The queries were unavoidable — they ran against large internal vulnerability databases, joining across multiple tables, aggregating thousands of records for network infrastructure assets. There was no shortcut in SQL that would get them under a few seconds. The data just took time to retrieve.
And every week, the director would add something new. A new data source. A new KPI. A new comparison. The requirements weren’t stable — they were a live negotiation, revised at every weekly call.
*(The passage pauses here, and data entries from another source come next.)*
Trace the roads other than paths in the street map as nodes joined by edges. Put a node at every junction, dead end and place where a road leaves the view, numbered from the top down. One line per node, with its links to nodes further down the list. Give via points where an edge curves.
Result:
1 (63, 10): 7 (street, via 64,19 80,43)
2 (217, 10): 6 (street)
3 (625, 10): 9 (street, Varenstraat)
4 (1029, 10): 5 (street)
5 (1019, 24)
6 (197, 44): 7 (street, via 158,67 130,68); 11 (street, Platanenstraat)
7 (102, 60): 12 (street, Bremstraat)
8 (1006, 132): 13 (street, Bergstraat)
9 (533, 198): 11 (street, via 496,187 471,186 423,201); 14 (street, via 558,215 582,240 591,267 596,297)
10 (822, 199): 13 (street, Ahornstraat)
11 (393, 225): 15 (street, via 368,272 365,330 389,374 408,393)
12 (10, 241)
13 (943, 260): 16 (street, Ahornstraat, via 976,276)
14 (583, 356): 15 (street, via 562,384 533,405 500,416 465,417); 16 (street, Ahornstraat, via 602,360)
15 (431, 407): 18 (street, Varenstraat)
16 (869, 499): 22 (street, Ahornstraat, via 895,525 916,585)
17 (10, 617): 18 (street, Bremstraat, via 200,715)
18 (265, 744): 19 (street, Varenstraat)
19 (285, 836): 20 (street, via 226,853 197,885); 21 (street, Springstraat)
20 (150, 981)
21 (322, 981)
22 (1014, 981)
I built this dashboard alone. My manager and the other team member don’t work in Python, so there was no code review, no shared architectural decisions, no one to catch a bad design before it became expensive to change. The caching system had to be fast for users, easy to extend as requirements shifted, and debuggable by me alone when something went wrong.
Here’s what I built.
The two-tier architecture
The cache has two layers that serve different purposes:
Tier 1 — Streamlit’s in-memory cache (@st.cache_data): once a DataFrame is loaded into the app process, Streamlit holds it in memory. Any subsequent interaction — changing a filter, switching pages — returns the cached object instantly without touching disk or network. This is what makes the dashboard feel snappy during a session.
Tier 2 — Parquet files on a shared network drive: persistent across users and sessions. When a new process starts and Streamlit’s memory cache is cold, the app checks for today’s Parquet file before ever attempting SQL. This is what makes the dashboard fast across the team — the first user of the day populates the Parquet, and every subsequent user loads from disk rather than running the queries themselves.
The combined effect: SQL runs once per day at most, disk is hit once per session at most, and everything after that is served from memory.
Manifest-based multi-file Parquet cache
Rather than a single monolithic Parquet file, the system uses multiple files — one per data domain — tracked by a central manifest. The manifest is the single source of truth for the entire cache layer: it records what files exist, when they were written, their status, and — critically — what schema version and UI features each snapshot supports.
{
"vuln_data": {
"date": "2026-03-12",
"path": "//shared-drive/cache/vuln_data_2026-03-12.parquet",
"status": "ok",
"schema_version": 3,
"features": ["eov_enrichment", "delta_rolling", "region_breakdown"]
},
"fw_assets": {
"date": "2026-03-12",
"path": "//shared-drive/cache/fw_assets_2026-03-12.parquet",
"status": "ok",
"schema_version": 2,
"features": ["region_breakdown"]
}
}
The schema_version field increments when the data shape changes. The features list records which UI capabilities the file supports. As requirements shifted and new data sources were added week by week, new features were appended to the manifest when first written — old snapshots simply don’t have them, and the UI handles that correctly.
import streamlit as st
import pandas as pd
import json
from pathlib import Path
from datetime import date
CACHE_DIR = Path("//shared-drive/dashboard-cache")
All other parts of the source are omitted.